Le phénomène de coségrégation du brin matrice de l’ADN a été observé dans différents systèmes.
Les premières observations ont été faites dans les racines des plantes Vicia faba et Triticum boeoticum par Karl Lark et al. [2] en substituant la thymidine par de la thymidine tritiée.
L’observation qui a été faite est que l’analogue de thymidine avait tendance à se retrouver en grande majorité dans une seule des 2 cellules filles, allant dans le sens d’une coségrégation du brin matrice de l’ADN. Plus tard, des études faites dans les cellules souches de la crypte intestinale par Potten et al. ont également montré que ces dernières étaient capables de coségréger le brin matrice de l’ADN grâce à l’administration d’analogues de thymidine et de thymidine tritiée[3].
La thymidine tritiée administrée lors du développement postnatal de souris a permis de marquer le brin matrice de l’ADN. Sachant que ces cellules sont en continuel renouvellement pour assurer le renouvellement de la paroi intestinale, appuyé par le fait que l’administration d’un analogue de thymidine montre que ces cellules cyclent en permanence, et trouvant malgré cela des cellules retenant le marquage sur de très longues périodes (Labeled Retaining Cells ou LRCs) alors qu’elles auraient dû le diluer et passer sous le seuil de détectabilité, les auteurs en concluent que ces cellules coségrégent le brin matrice de l’ADN[3].
Depuis, de nombreuses autres observations ont été faites. Dans les cellules souches des glandes mammaires de la souris en 2005 par Gilbert Smith [4] ou dans les cellules souches neuronales qui retiennent l’analogue de thymidine tout en étant mitotiquement active par Derek van der Kooy[5]. La ségrégation asymétrique de l’ADN a été également montrée par vidéomicroscopie dans le laboratoire du D. Shahragim Tajbakhsh [6], dans les cellules satellites qui sont les cellules souches du muscle squelettique.
Ces chercheurs ont également montré que la cinétique de dilution de l’analogue de thymidine est en accord avec le mécanisme de coségrégation du brin matrice de l’ADN, et ce, utilisant deux paradigmes différents : la croissance juvénile et la régénération après une blessure. Ces expériences ont été confirmées en 2007 par Michael Conboy et al [7] durant la régénération du muscle squelettique.
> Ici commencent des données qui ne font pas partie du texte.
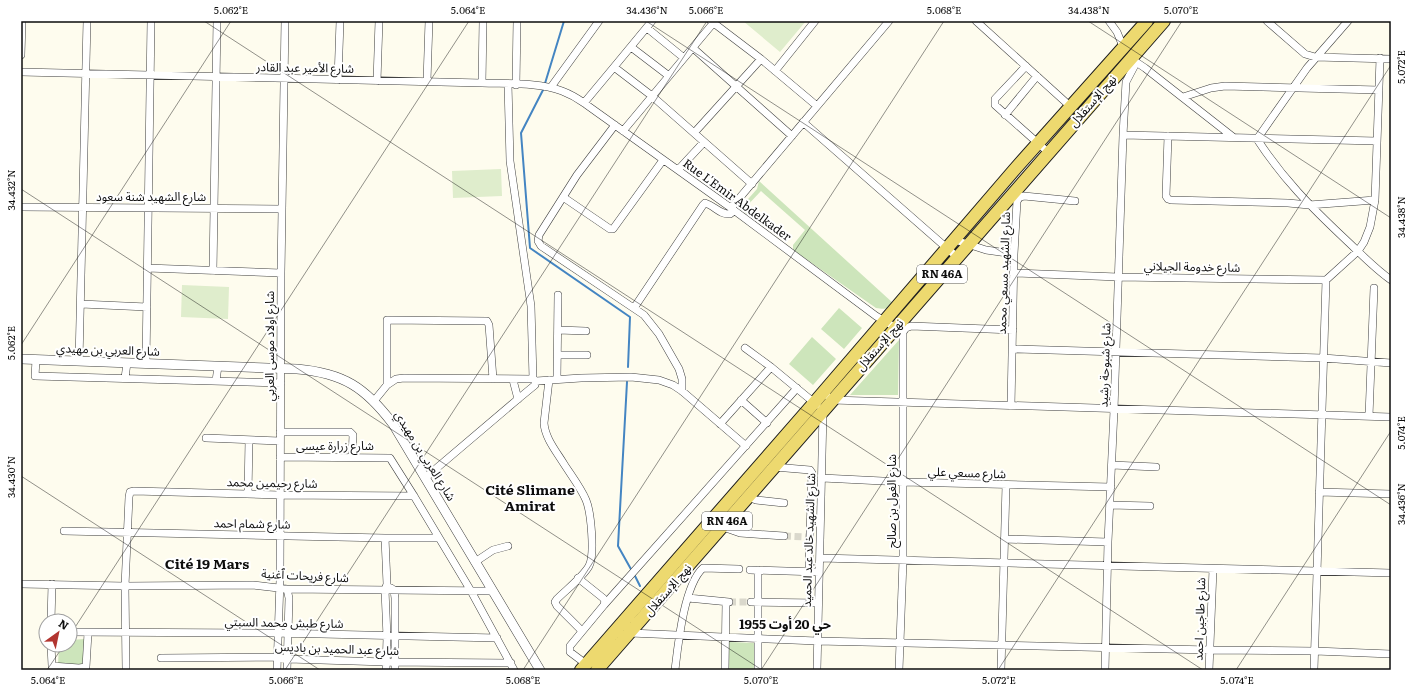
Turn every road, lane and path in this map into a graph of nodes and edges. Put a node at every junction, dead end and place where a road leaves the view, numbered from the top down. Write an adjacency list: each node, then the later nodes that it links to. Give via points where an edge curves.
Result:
1 (22, 21): 25 (street)
2 (87, 21): 36 (street)
3 (152, 21): 37 (street)
4 (217, 21): 38 (street)
5 (285, 21): 41 (street, شارع اولاد موسى العربي)
6 (340, 21): 42 (street)
7 (379, 21): 43 (street)
8 (428, 21): 44 (street)
9 (483, 21): 45 (street)
10 (517, 21): 47 (street)
11 (600, 21): 49 (street)
12 (652, 21): 22 (street)
13 (815, 21): 34 (street)
14 (890, 21): 55 (street)
15 (976, 21): 32 (street)
16 (1109, 21): 26 (street)
17 (1147, 21): 26 (main road, نهج الإستقلال / RN 46A)
18 (1164, 21): 26 (main road, نهج الإستقلال / RN 46A)
19 (1267, 21): 27 (street, via 1305,54)
20 (1348, 21): 27 (street)
21 (713, 22): 24 (street); 30 (street)
22 (647, 28): 23 (street); 28 (street)
23 (631, 47): 33 (street); 39 (street)
24 (693, 48): 28 (street); 48 (street)
25 (21, 55)
26 (1130, 56): 53 (street); 56 (main road, نهج الإستقلال / RN 46A); 62 (street, شارع شبوحة رشيد); 70 (main road, نهج الإستقلال / RN 46A)
27 (1315, 57): 29 (street); 50 (street)
28 (684, 58): 39 (street)
29 (1380, 58): 31 (street); 51 (street)
30 (761, 59): 34 (street); 48 (street)
31 (1391, 59)
32 (1026, 66): 40 (street); 57 (street, via 995,100 995,105)
33 (614, 68): 52 (street); 54 (street)
34 (775, 71): 55 (street)
35 (21, 72): 36 (street, شارع الأمير عبد القادر)
36 (86, 74): 37 (street, شارع الأمير عبد القادر); 79 (street)
37 (151, 74): 38 (street, شارع الأمير عبد القادر); 80 (street)
38 (217, 76): 41 (street, شارع الأمير عبد القادر); 81 (street)
39 (669, 76): 52 (street)
40 (1037, 76): 56 (street); 57 (street)
41 (283, 79): 42 (street, شارع الأمير عبد القادر); 82 (street, شارع اولاد موسى العربي)
42 (338, 80): 43 (street, شارع الأمير عبد القادر)
43 (377, 81): 44 (street, شارع الأمير عبد القادر)
44 (428, 81): 45 (street, شارع الأمير عبد القادر)
45 (482, 83): 46 (street, شارع الأمير عبد القادر)
46 (508, 84): 47 (street, شارع الأمير عبد القادر); 127 (street, via 510,161 531,306)
47 (516, 85): 49 (street, شارع الأمير عبد القادر)
48 (736, 86): 61 (street); 63 (street)
49 (546, 87): 54 (street, شارع الأمير عبد القادر, via 572,95)
50 (1292, 87): 51 (street); 53 (street, via 1225,86); 66 (street)
51 (1379, 90): 67 (street)
52 (652, 96): 60 (street); 61 (street)
53 (1183, 98): 65 (street)
54 (584, 103): 59 (street, Rue L'Emir Abdelkader)
55 (817, 106): 58 (street)
56 (1071, 107): 69 (main road, نهج الإستقلال / RN 46A)
57 (1005, 114): 69 (street)
58 (804, 122): 63 (street); 86 (street)
59 (615, 125): 60 (street, Rue L'Emir Abdelkader); 74 (street)
60 (623, 131): 71 (street, Rue L'Emir Abdelkader)
61 (694, 133): 68 (street)
62 (1123, 135): 64 (street); 94 (street, شارع شبوحة رشيد)
63 (792, 136): 73 (street)
64 (1168, 136): 65 (street); 77 (street, via 1168,199)
65 (1233, 137): 66 (street)
66 (1257, 139): 67 (street); 77 (street)
67 (1377, 141): 75 (street)
68 (704, 142): 72 (street); 73 (street)
69 (1038, 144): 70 (street); 84 (main road, نهج الإستقلال / RN 46A)
70 (1049, 153): 85 (main road, نهج الإستقلال / RN 46A)
71 (663, 160): 72 (street, Rue L'Emir Abdelkader); 74 (street, via 613,229)
72 (678, 170): 83 (street, Rue L'Emir Abdelkader)
73 (752, 184): 83 (street)
74 (562, 197): 101 (street, via 539,235 538,241 541,246)
75 (1375, 200): 77 (street); 87 (street, via 1370,227)
76 (1075, 201): 88 (street, شارع الشهيد مسعي محمد, via 1020,197 1017,201)
77 (1309, 206): 87 (street)
78 (21, 207): 79 (street, شارع الشهيد شنة سعود)
79 (84, 208): 80 (street, شارع الشهيد شنة سعود); 99 (street)
80 (148, 208): 81 (street, شارع الشهيد شنة سعود); 90 (street)
81 (214, 209): 82 (street, شارع الشهيد شنة سعود); 91 (street)
82 (282, 209): 92 (street, شارع اولاد موسى العربي)
83 (733, 209): 101 (street, via 730,214 723,214 706,203 703,205); 102 (street, Rue L'Emir Abdelkader)
84 (955, 240): 85 (street); 86 (main road, نهج الإستقلال / RN 46A)
85 (968, 245): 88 (street); 89 (main road, نهج الإستقلال / RN 46A)
86 (946, 249): 89 (street); 102 (main road, نهج الإستقلال / RN 46A)
87 (1358, 251): 95 (street); 96 (street)
88 (1014, 254): 93 (street, شارع الشهيد مسعي محمد)
89 (957, 257): 104 (main road, نهج الإستقلال / RN 46A)
90 (147, 268): 91 (street); 100 (street)
91 (213, 271): 92 (street)
92 (281, 273): 122 (street, شارع اولاد موسى العربي)
93 (1013, 273): 94 (street, شارع خدومة الجيلاني); 105 (street, شارع الشهيد مسعي محمد)
94 (1118, 277): 95 (street, شارع خدومة الجيلاني); 109 (street, شارع شبوحة رشيد)
95 (1326, 280): 112 (street)
96 (1391, 280)
97 (1374, 288): 117 (street)
98 (558, 296): 103 (street)
99 (81, 304): 100 (street); 115 (street)
100 (147, 307): 118 (street)
101 (634, 308): 133 (street, via 644,315 679,369)
102 (880, 318): 104 (street); 134 (main road, نهج الإستقلال / RN 46A)
103 (558, 330): 106 (street); 110 (street)
104 (899, 330): 105 (street, via 911,326); 134 (main road, نهج الإستقلال / RN 46A); 138 (street, شارع الغول بن صالح)
105 (1013, 330): 108 (street, شارع الشهيد مسعي محمد)
106 (586, 331)
107 (745, 348): 121 (street)
108 (1013, 349): 109 (street); 140 (street, شارع الشهيد مسعي محمد)
109 (1116, 352): 112 (street); 141 (street, شارع شبوحة رشيد)
110 (558, 355): 111 (street); 125 (street)
111 (587, 355)
112 (1323, 358): 117 (street); 142 (street)
113 (21, 359): 114 (street, شارع العربي بن مهيدي)
114 (36, 360): 115 (street, شارع العربي بن مهيدي); 123 (street, via 35,376)
115 (79, 361): 116 (street, شارع العربي بن مهيدي)
116 (127, 362): 118 (street, شارع العربي بن مهيدي); 123 (street)
117 (1371, 362): 119 (street); 143 (street)
118 (146, 363): 120 (street, شارع العربي بن مهيدي)
119 (1391, 363)
120 (218, 366): 122 (street, شارع العربي بن مهيدي); 129 (street)
121 (771, 367): 132 (street); 136 (street)
122 (281, 368): 130 (street, شارع اولاد موسى العربي); 137 (street, شارع العربي بن مهيدي, via 317,371 337,377 352,384)
123 (125, 378): 129 (street)
124 (493, 379): 126 (street); 131 (street, via 404,378 396,379); 131 (street, via 490,324 487,321 387,320)
125 (557, 379): 128 (street); 133 (street, via 643,378 659,380)
126 (513, 380): 127 (street); 135 (street)
127 (534, 380): 128 (street); 135 (street, via 535,385)
128 (549, 380): 194 (street, via 544,429 586,500 589,511 592,552 590,564)
129 (216, 381): 130 (street)
130 (281, 383): 147 (street, شارع اولاد موسى العربي)
131 (387, 385): 137 (street)
132 (797, 388): 139 (street); 145 (street)
133 (682, 391): 146 (street)
134 (828, 396): 138 (street); 139 (main road, نهج الإستقلال / RN 46A)
135 (518, 399): 157 (street)
136 (741, 400): 145 (street); 146 (street)
137 (374, 401): 157 (street, شارع العربي بن مهيدي, via 393,424)
138 (904, 403): 140 (street); 159 (street, شارع الغول بن صالح)
139 (819, 406): 155 (main road, نهج الإستقلال / RN 46A); 158 (street, شارع الشهيد خالد عبد الحميد); 235 (main road, نهج الإستقلال / RN 46A)
140 (1011, 406): 141 (street)
141 (1114, 410): 142 (street); 154 (street, شارع شبوحة رشيد)
142 (1322, 415): 143 (street); 162 (street)
143 (1369, 416): 144 (street)
144 (1391, 417)
145 (767, 423): 151 (street)
146 (720, 424): 151 (street)
147 (280, 432): 150 (street, شارع اولاد موسى العربي); 153 (street, via 352,433)
148 (206, 438): 149 (street)
149 (249, 440): 150 (street); 163 (street)
150 (280, 440): 152 (street, شارع اولاد موسى العربي)
151 (746, 446): 206 (street)
152 (280, 457): 153 (street, شارع زرارة عيسى); 165 (street, شارع اولاد موسى العربي)
153 (352, 457): 166 (street, شارع زرارة عيسى, via 390,458)
154 (1112, 465): 156 (street); 161 (street, شارع شبوحة رشيد)
155 (774, 467): 167 (main road, نهج الإستقلال / RN 46A); 185 (street, via 812,472)
156 (1156, 467)
157 (425, 478): 183 (street, شارع العربي بن مهيدي)
158 (822, 478): 159 (street, شارع مسعي علي); 181 (street, شارع الشهيد خالد عبد الحميد)
159 (903, 482): 160 (street, شارع مسعي علي); 182 (street, شارع الغول بن صالح)
160 (1006, 485): 161 (street, شارع مسعي علي); 178 (street)
161 (1111, 487): 169 (street, شارع شبوحة رشيد)
162 (1319, 492): 164 (street); 192 (street)
163 (248, 494): 165 (street, شارع رحيمين محمد); 173 (street, شارع رحيمين محمد, via 130,492)
164 (1391, 494)
165 (280, 495): 166 (street, شارع رحيمين محمد); 174 (street, شارع اولاد موسى العربي)
166 (414, 496): 177 (street)
167 (748, 497): 168 (street); 171 (main road, نهج الإستقلال / RN 46A)
168 (784, 503)
169 (1110, 505): 170 (street); 179 (street, شارع شبوحة رشيد)
170 (1150, 506)
171 (723, 527): 175 (street, via 740,533); 210 (main road, نهج الإستقلال / RN 46A)
172 (64, 531): 173 (street, شارع شمام احمد)
173 (128, 532): 174 (street, شارع شمام احمد); 197 (street)
174 (280, 536): 176 (street, شارع شمام احمد); 199 (street, شارع اولاد موسى العربي)
175 (784, 536)
176 (386, 538): 177 (street, شارع شمام احمد); 198 (street)
177 (439, 538): 201 (street)
178 (1004, 539): 179 (street); 184 (street)
179 (1108, 542): 186 (street, شارع شبوحة رشيد)
180 (508, 546): 183 (street, via 493,550)
181 (820, 558): 182 (street); 191 (street, شارع الشهيد خالد عبد الحميد)
182 (903, 560): 184 (street); 222 (street, شارع الغول بن صالح)
183 (475, 562): 202 (street, شارع العربي بن مهيدي)
184 (1004, 564): 186 (street); 223 (street)
185 (809, 565)
186 (1108, 566): 188 (street); 224 (street, شارع شبوحة رشيد)
187 (739, 569): 203 (street, via 703,568 695,578)
188 (1213, 569): 192 (street); 225 (street, شارع طاجين احمد)
189 (750, 570): 190 (street)
190 (758, 570): 191 (street); 204 (street)
191 (819, 572): 205 (street, شارع الشهيد خالد عبد الحميد)
192 (1317, 572): 193 (street); 226 (street)
193 (1391, 573)
194 (578, 578): 206 (street, via 603,598); 208 (street, via 555,602)
195 (21, 584): 196 (street, شارع فريحات ٱغنية)
196 (52, 584): 197 (street, شارع فريحات ٱغنية); 207 (street)
197 (125, 586): 199 (street, شارع فريحات ٱغنية, via 254,585); 212 (street)
198 (386, 587): 199 (street, شارع فريحات ٱغنية); 200 (street, شارع فريحات ٱغنية); 216 (street)
199 (284, 589): 213 (street, شارع اولاد موسى العربي); 214 (street, شارع اولاد موسى العربي, via 289,598)
200 (394, 590): 201 (street, شارع فريحات ٱغنية); 217 (street)
201 (471, 591): 202 (street, شارع فريحات ٱغنية); 219 (street)
202 (492, 591): 240 (street, شارع العربي بن مهيدي)
203 (688, 598): 215 (street); 218 (street, via 728,602)
204 (754, 602): 205 (street); 220 (street)
205 (818, 603): 221 (street, شارع الشهيد خالد عبد الحميد)
206 (604, 605): 208 (street)
207 (51, 613)
208 (582, 631): 235 (street, via 569,649)
209 (78, 632): 211 (street, شارع طبش محمد السبتي)
210 (630, 632): 215 (street); 241 (main road, نهج الإستقلال / RN 46A)
211 (88, 633): 212 (street, شارع طبش محمد السبتي); 236 (street, via 87,666)
212 (126, 633): 213 (street, شارع طبش محمد السبتي); 237 (street)
213 (277, 633): 214 (street, شارع طبش محمد السبتي); 229 (street, شارع اولاد موسى العربي)
214 (289, 634): 216 (street, شارع طبش محمد السبتي); 231 (street, شارع اولاد موسى العربي)
215 (679, 635): 218 (street); 242 (street)
216 (387, 637): 217 (street, شارع طبش محمد السبتي); 232 (street)
217 (395, 637): 219 (street, شارع طبش محمد السبتي); 233 (street)
218 (725, 637): 220 (street); 243 (street)
219 (498, 638): 234 (street)
220 (758, 638): 221 (street); 244 (street)
221 (817, 641): 222 (street); 245 (street, شارع الشهيد خالد عبد الحميد)
222 (899, 643): 223 (street); 246 (street, شارع الغول بن صالح)
223 (1002, 646): 224 (street); 247 (street)
224 (1106, 648): 225 (street); 248 (street, شارع شبوحة رشيد)
225 (1210, 650): 226 (street); 249 (street, شارع طاجين احمد)
226 (1314, 651): 228 (street); 250 (street)
227 (51, 653): 236 (street, via 52,666)
228 (1391, 654)
229 (277, 657): 230 (street, شارع عبد الحميد بن باديس); 231 (street, شارع عبد الحميد بن باديس); 238 (street, شارع اولاد موسى العربي)
230 (161, 658)
231 (288, 659): 232 (street, شارع عبد الحميد بن باديس); 239 (street, شارع اولاد موسى العربي)
232 (386, 666): 233 (street, شارع عبد الحميد بن باديس)
233 (395, 666): 234 (street, شارع عبد الحميد بن باديس)
234 (512, 666)
235 (583, 667)
236 (79, 669)
237 (126, 670)
238 (277, 670)
239 (287, 670)
240 (540, 670)
241 (597, 670)
242 (675, 670)
243 (725, 670)
244 (758, 670)
245 (817, 670)
246 (899, 670)
247 (1001, 670)
248 (1105, 670)
249 (1210, 670)
250 (1314, 670)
Pour ce faire, les auteurs ont marqués le brin néosynthétisé et ont montré que la cellule conservant les caractères les plus souches héritaient des anciennes chromatides, alors que les cellules héritant des brins néosynthétisés ont des caractères de cellules plus différenciées.
Plus récemment, la coségrégation du brin matrice de l’ADN a été montrée dans d’autres organismes comme la Drosophile [8] ou chez la bactérie E.coli[9]. Enfin des modèles mathématiques ont été établis montrant que le nombre de mutations accumulées au cours de la vie d’un individu et pouvant conduire à l’apparition de cancers était compatible avec l’hypothèse de coségrégation de l’ADN, supportant l’idée que les cellules souches se protégeraient des mutations par ce mécanisme. Ce mécanisme rend même plus efficace la réparation de l’ADN si la coségrégation des brins matrices se produit [10] [11].
Il faut cependant garder à l’esprit que toutes ces expériences se basent sur l’administration de thymidine tritiée ou d’analogues de thymidine qui peuvent interagir avec le mécanisme et engendrer des artéfacts. Il faut également prendre en compte le fait que la plupart des études sont réalisées in vitro et nécessitent la confirmation des résultats in vivo. De plus, la cinétique exacte de ces cellules souches ainsi que leur identification non ambiguë doit être réalisé avant toute étude, ce qui n’est pas toujours le cas. Certaines études ont montré l’absence de coségrégation du brin matrice de l’ADN. Dans l’embryon de C.elegans [12] par exemple ou les cellules souches du follicule pileux chez la souris [9,13].